L’arrestation, le 26 novembre 2025, du policier Youssouf Ahmat Allatchi au sein même de la Direction générale de l’Agence nationale des titres sécurisés (ANATS) soulève de nombreuses interrogations et alimente un climat déjà marqué par la peur et l’opacité sécuritaire à N’Djamena. L’information, révélée par Alwihda Infos et confirmée par des sources internes à l’institution ainsi que par les proches de l’intéressé, n’a fait l’objet d’aucune communication officielle.
Détaché à l’ANATS, une structure stratégique chargée de la production et de la sécurisation des documents officiels de l’État, Youssouf Ahmat Allatchi aurait été interpellé par des agents des services de renseignements dans des circonstances pour le moins troublantes. Selon sa famille, le policier aurait été contacté en fin de journée par sa hiérarchie sous le prétexte d’une promotion. Il a ensuite été arrêté vers 19 heures dans les locaux de l’Agence, avant d’être conduit vers une destination inconnue.
Âgé d’une quarantaine d’années, Youssouf Ahmat Allatchi est policier de carrière. Diplômé de l’École nationale de police en 2009, il totalisait 16 années de service au sein de l’administration tchadienne, avec le grade de Gardien de la paix (GPX). À ce jour, ni les motifs de son arrestation ni son lieu de détention n’ont été rendus publics.
Cette interpellation s’inscrit dans un contexte plus large de multiplication des arrestations de fonctionnaires de l’État. Début décembre, au moins 25 agents publics, dont Hassan Moussa Ali, directeur de cabinet du ministère des Transports, de l’Aviation civile et de la Météorologie, ont été arrêtés par l’Agence nationale de sécurité de l’État (ANSE). Ils sont soupçonnés d’avoir transmis à la presse un projet de budget de l’exercice 2026. Là encore, aucune justification officielle n’a été communiquée.
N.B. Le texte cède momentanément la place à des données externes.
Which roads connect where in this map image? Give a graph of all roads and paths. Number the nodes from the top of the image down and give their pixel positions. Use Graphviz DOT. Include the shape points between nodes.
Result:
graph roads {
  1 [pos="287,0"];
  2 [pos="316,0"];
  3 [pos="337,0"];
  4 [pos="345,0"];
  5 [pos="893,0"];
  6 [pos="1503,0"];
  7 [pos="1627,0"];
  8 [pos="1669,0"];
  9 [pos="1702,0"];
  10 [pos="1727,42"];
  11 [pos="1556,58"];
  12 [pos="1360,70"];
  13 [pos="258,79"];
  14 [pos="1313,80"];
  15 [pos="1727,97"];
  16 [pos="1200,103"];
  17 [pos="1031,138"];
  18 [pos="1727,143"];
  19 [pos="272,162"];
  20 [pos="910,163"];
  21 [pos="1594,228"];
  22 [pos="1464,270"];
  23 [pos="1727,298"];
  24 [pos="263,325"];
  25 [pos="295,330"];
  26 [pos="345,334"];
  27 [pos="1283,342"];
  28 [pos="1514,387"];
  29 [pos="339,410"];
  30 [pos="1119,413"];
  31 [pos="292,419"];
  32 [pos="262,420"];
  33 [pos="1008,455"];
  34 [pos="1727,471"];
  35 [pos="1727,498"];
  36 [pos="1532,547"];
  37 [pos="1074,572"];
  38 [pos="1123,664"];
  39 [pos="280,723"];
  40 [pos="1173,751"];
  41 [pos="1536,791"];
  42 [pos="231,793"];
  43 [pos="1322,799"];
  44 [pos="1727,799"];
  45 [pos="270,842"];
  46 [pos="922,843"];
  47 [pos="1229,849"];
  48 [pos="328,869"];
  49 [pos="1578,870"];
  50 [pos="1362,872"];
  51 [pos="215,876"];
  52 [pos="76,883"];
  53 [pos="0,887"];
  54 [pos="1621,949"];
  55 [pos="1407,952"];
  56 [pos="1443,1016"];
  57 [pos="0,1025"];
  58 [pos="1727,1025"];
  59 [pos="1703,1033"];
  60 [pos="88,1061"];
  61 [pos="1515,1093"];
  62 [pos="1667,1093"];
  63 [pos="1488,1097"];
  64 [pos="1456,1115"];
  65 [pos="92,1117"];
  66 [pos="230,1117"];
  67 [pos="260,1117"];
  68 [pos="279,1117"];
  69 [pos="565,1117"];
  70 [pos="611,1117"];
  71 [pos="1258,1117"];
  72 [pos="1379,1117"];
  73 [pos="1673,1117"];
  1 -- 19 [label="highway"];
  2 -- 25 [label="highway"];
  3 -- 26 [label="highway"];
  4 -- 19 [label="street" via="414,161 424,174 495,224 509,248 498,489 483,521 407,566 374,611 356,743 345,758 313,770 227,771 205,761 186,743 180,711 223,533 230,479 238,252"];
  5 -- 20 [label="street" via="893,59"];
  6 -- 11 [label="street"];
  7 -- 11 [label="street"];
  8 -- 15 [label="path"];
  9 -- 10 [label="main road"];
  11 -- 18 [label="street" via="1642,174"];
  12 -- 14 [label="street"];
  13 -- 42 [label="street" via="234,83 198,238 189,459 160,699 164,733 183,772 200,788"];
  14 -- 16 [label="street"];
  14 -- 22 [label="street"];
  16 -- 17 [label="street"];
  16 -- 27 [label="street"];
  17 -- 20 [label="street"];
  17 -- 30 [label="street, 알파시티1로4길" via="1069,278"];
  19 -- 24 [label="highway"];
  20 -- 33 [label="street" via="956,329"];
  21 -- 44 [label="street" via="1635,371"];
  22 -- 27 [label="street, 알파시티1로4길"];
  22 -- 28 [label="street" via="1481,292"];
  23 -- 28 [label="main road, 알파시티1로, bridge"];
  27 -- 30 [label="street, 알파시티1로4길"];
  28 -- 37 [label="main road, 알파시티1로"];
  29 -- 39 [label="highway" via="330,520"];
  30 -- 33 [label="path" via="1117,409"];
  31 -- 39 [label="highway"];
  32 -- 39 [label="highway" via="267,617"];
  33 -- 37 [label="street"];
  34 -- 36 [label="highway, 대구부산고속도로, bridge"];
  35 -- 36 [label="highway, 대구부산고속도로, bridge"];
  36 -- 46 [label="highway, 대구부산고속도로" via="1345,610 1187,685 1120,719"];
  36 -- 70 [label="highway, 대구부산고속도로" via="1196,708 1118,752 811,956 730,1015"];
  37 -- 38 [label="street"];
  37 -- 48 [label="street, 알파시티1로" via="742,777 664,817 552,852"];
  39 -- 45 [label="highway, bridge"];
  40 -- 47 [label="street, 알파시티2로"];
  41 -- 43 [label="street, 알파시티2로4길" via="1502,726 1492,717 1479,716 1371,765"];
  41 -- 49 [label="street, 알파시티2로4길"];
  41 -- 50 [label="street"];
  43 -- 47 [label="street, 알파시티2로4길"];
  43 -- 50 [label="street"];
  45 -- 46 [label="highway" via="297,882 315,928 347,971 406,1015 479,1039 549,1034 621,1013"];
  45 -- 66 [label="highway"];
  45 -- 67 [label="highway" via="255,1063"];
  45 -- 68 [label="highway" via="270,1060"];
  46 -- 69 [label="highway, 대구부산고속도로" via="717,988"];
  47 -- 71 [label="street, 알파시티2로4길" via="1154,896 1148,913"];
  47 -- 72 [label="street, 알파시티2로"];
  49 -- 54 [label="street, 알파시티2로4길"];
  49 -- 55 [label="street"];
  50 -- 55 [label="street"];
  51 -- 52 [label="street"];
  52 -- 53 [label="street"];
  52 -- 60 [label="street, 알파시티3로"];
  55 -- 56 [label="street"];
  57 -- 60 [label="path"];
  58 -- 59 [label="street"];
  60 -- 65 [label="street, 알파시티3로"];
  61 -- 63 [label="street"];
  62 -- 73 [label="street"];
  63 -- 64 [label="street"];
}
Depuis plusieurs mois, la capitale tchadienne est marquée par une série de disparitions et d’enlèvements touchant des opposants politiques, des militants associatifs, des journalistes, des acteurs économiques, mais aussi des membres des forces de défense et de sécurité. Ces pratiques, souvent attribuées à l’ANSE et à la Direction générale des renseignements et des investigations (DGRI), contribuent à instaurer un climat de peur généralisée.
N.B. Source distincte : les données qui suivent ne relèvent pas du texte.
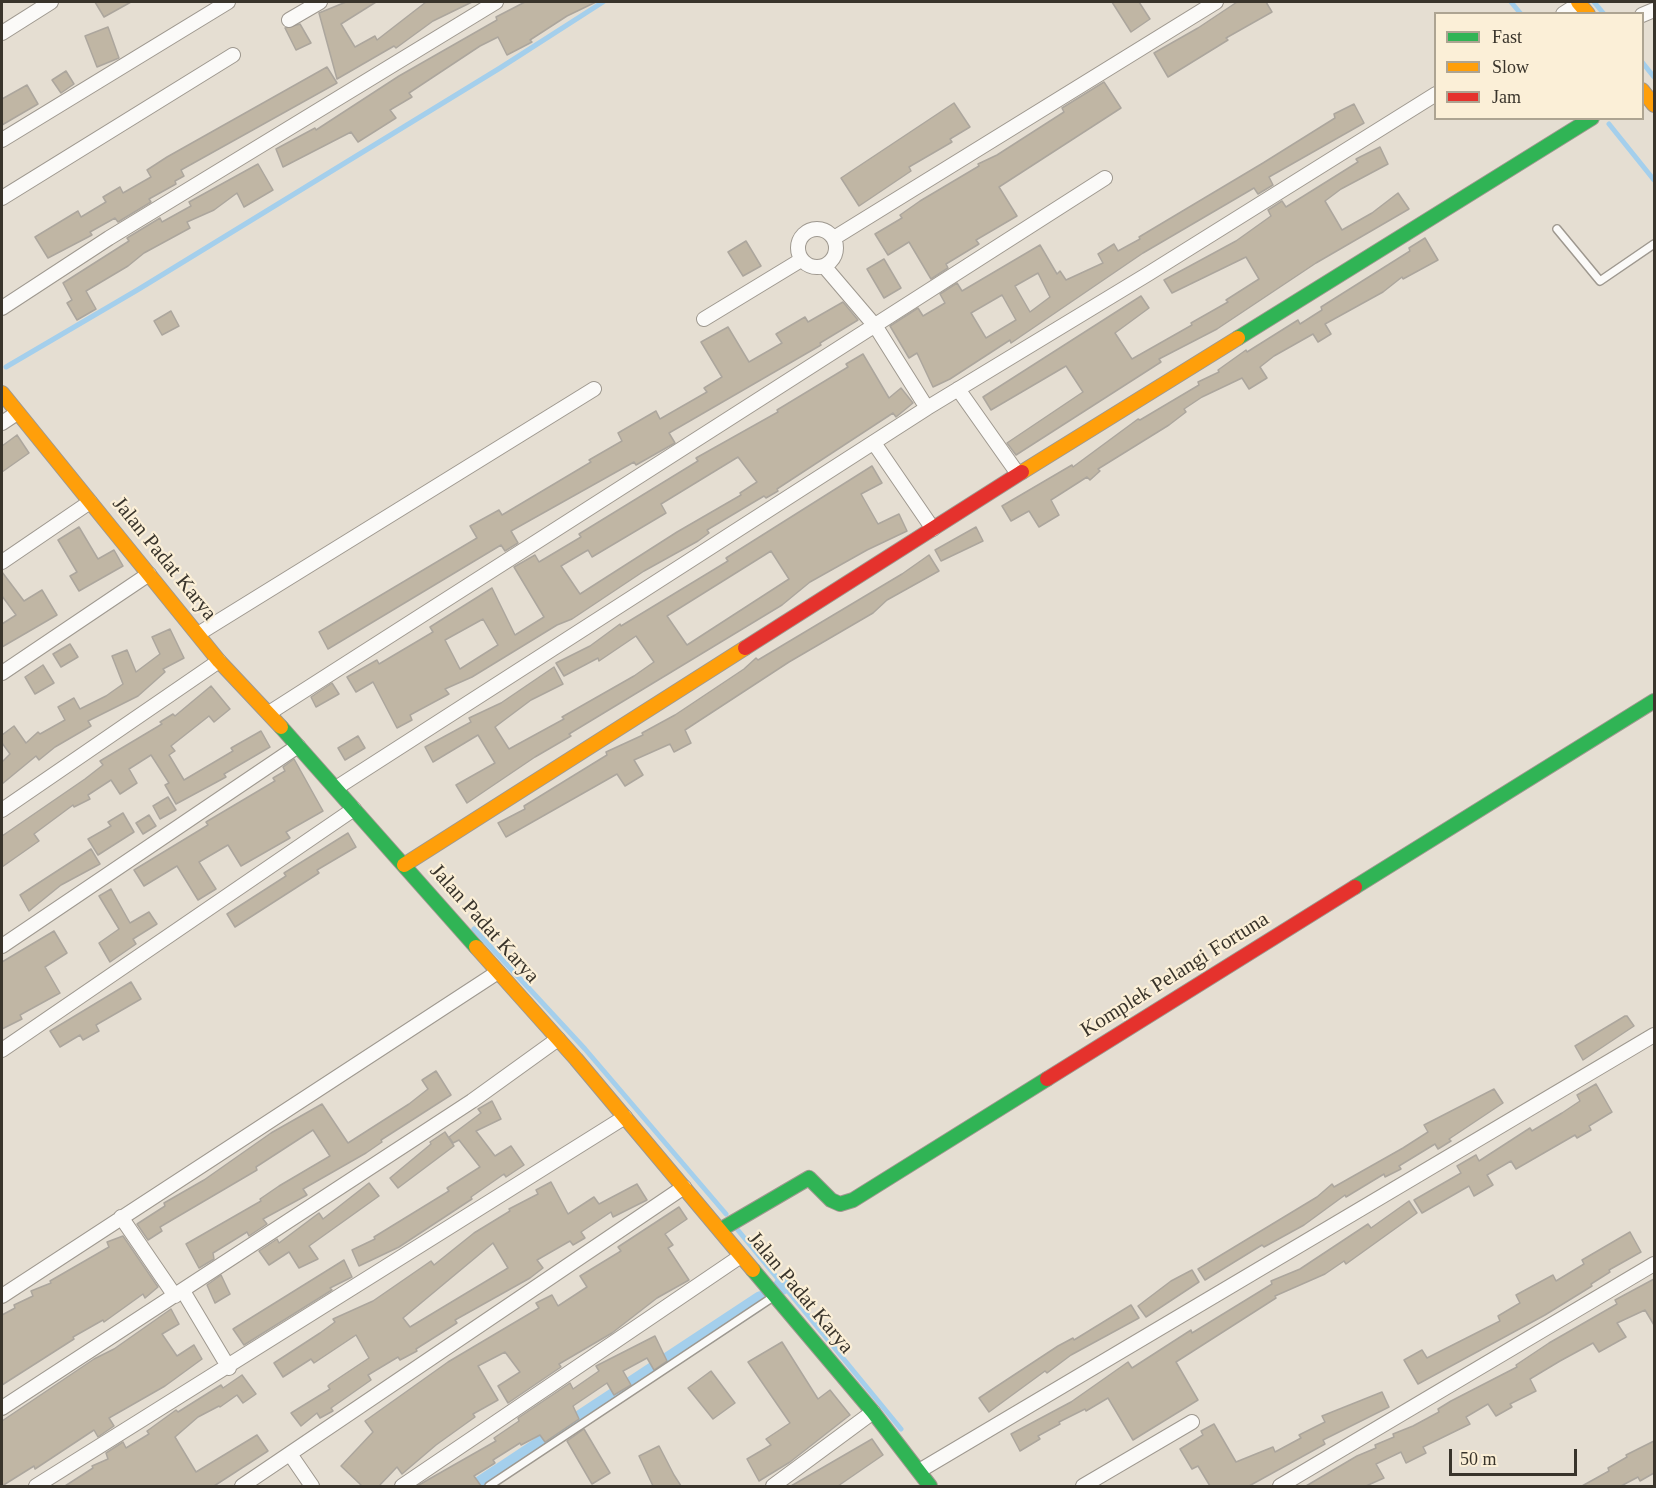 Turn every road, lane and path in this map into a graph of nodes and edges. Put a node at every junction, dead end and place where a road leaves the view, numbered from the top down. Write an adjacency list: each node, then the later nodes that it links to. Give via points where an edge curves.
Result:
1 (51, 2): 9 (street)
2 (228, 2): 15 (street)
3 (320, 2): 8 (street)
4 (496, 2): 23 (street, via 109,238)
5 (1216, 2): 19 (street)
6 (1582, 6): 7 (street)
7 (1568, 12)
8 (289, 21)
9 (2, 33)
10 (233, 55): 17 (street)
11 (1644, 92): 13 (street)
12 (1434, 95): 27 (street)
13 (1654, 105)
14 (1589, 120): 33 (street)
15 (2, 140)
16 (1106, 178): 25 (street)
17 (2, 198)
18 (1557, 229): 20 (lane, via 1600,281)
19 (834, 238): 21 (street, via 818,228 806,232 797,248); 22 (street, via 835,254)
20 (1654, 244)
21 (801, 260): 22 (street, via 811,267); 24 (street)
22 (824, 266): 25 (street)
23 (2, 308)
24 (704, 319)
25 (876, 327): 29 (street); 42 (street)
26 (594, 389): 38 (street)
27 (958, 389): 29 (street); 33 (street)
28 (2, 393): 30 (street, Jalan Padat Karya)
29 (927, 408): 32 (street)
30 (17, 413): 31 (street); 34 (street, Jalan Padat Karya)
31 (2, 423)
32 (874, 443): 35 (street); 44 (street)
33 (1018, 474): 35 (street)
34 (90, 502): 36 (street); 37 (street, Jalan Padat Karya)
35 (933, 529): 47 (street)
36 (2, 562)
37 (148, 574): 38 (street, Jalan Padat Karya); 40 (street)
38 (198, 634): 39 (street, Jalan Padat Karya)
39 (219, 661): 42 (street, Jalan Padat Karya); 46 (street)
40 (2, 672)
41 (1654, 701): 56 (street, Komplek Pelangi Fortuna, via 853,1200 840,1204 831,1200 809,1178)
42 (269, 713): 43 (street, Jalan Padat Karya)
43 (298, 746): 44 (street, Jalan Padat Karya); 48 (street)
44 (336, 788): 45 (street, Jalan Padat Karya)
45 (354, 809): 47 (street, Jalan Padat Karya); 52 (street)
46 (2, 810)
47 (404, 865): 49 (street, Jalan Padat Karya)
48 (2, 946)
49 (498, 972): 51 (street, Jalan Padat Karya); 55 (street)
50 (1654, 1035): 67 (street)
51 (558, 1039): 53 (street, Jalan Padat Karya); 59 (street, via 472,1101)
52 (2, 1050)
53 (625, 1117): 54 (street, Jalan Padat Karya); 62 (street)
54 (684, 1187): 56 (street, Jalan Padat Karya); 66 (street)
55 (121, 1217): 59 (street); 60 (street)
56 (720, 1230): 57 (street, Jalan Padat Karya)
57 (741, 1256): 61 (street, Jalan Padat Karya); 71 (street)
58 (1654, 1264): 76 (street)
59 (179, 1293): 62 (street); 63 (street)
60 (2, 1296)
61 (775, 1296): 64 (street, Jalan Padat Karya); 72 (lane)
62 (229, 1368): 68 (street)
63 (2, 1408)
64 (873, 1412): 67 (street, Jalan Padat Karya); 73 (street)
65 (1192, 1422): 75 (street)
66 (290, 1454): 69 (street); 70 (street)
67 (919, 1471): 74 (street, Jalan Padat Karya)
68 (36, 1486)
69 (242, 1486)
70 (312, 1486)
71 (402, 1486)
72 (489, 1486)
73 (773, 1486)
74 (930, 1486)
75 (1083, 1486)
76 (1280, 1486)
Parallèlement, les libertés publiques se trouvent de plus en plus restreintes. Les manifestations sont régulièrement interdites ou dispersées par la force, tandis que plusieurs associations ont récemment été dissoutes. À l’inverse, les mobilisations organisées par des formations politiques proches du pouvoir continuent de bénéficier d’un encadrement sécuritaire favorable.
Ces dérives ont déjà été dénoncées par des organisations internationales. Dans une déclaration publiée le 10 septembre 2024, l’Organisation mondiale contre la torture (OMCT) alertait sur une « recrudescence des arrestations arbitraires et des détentions au secret » au Tchad, évoquant l’existence d’un système sécuritaire parallèle opérant en dehors de tout cadre légal.
Même les ressortissants étrangers n’échappent pas à ces pratiques. En septembre dernier, l’influenceur russe Maksim Shugaley et plusieurs autres citoyens russes et biélorusse ont été détenus pendant plusieurs mois, malgré des démarches diplomatiques, avant d’être finalement libérés.
Selon une source gouvernementale citée par Alwihda Infos, ces opérations seraient conduites par des « services spéciaux » directement rattachés à la Présidence, face auxquels le gouvernement civil disposerait de peu de marge de manœuvre. Une situation qui pose avec acuité la question de l’État de droit au Tchad et des garanties fondamentales accordées aux citoyens, y compris à ceux qui servent l’État.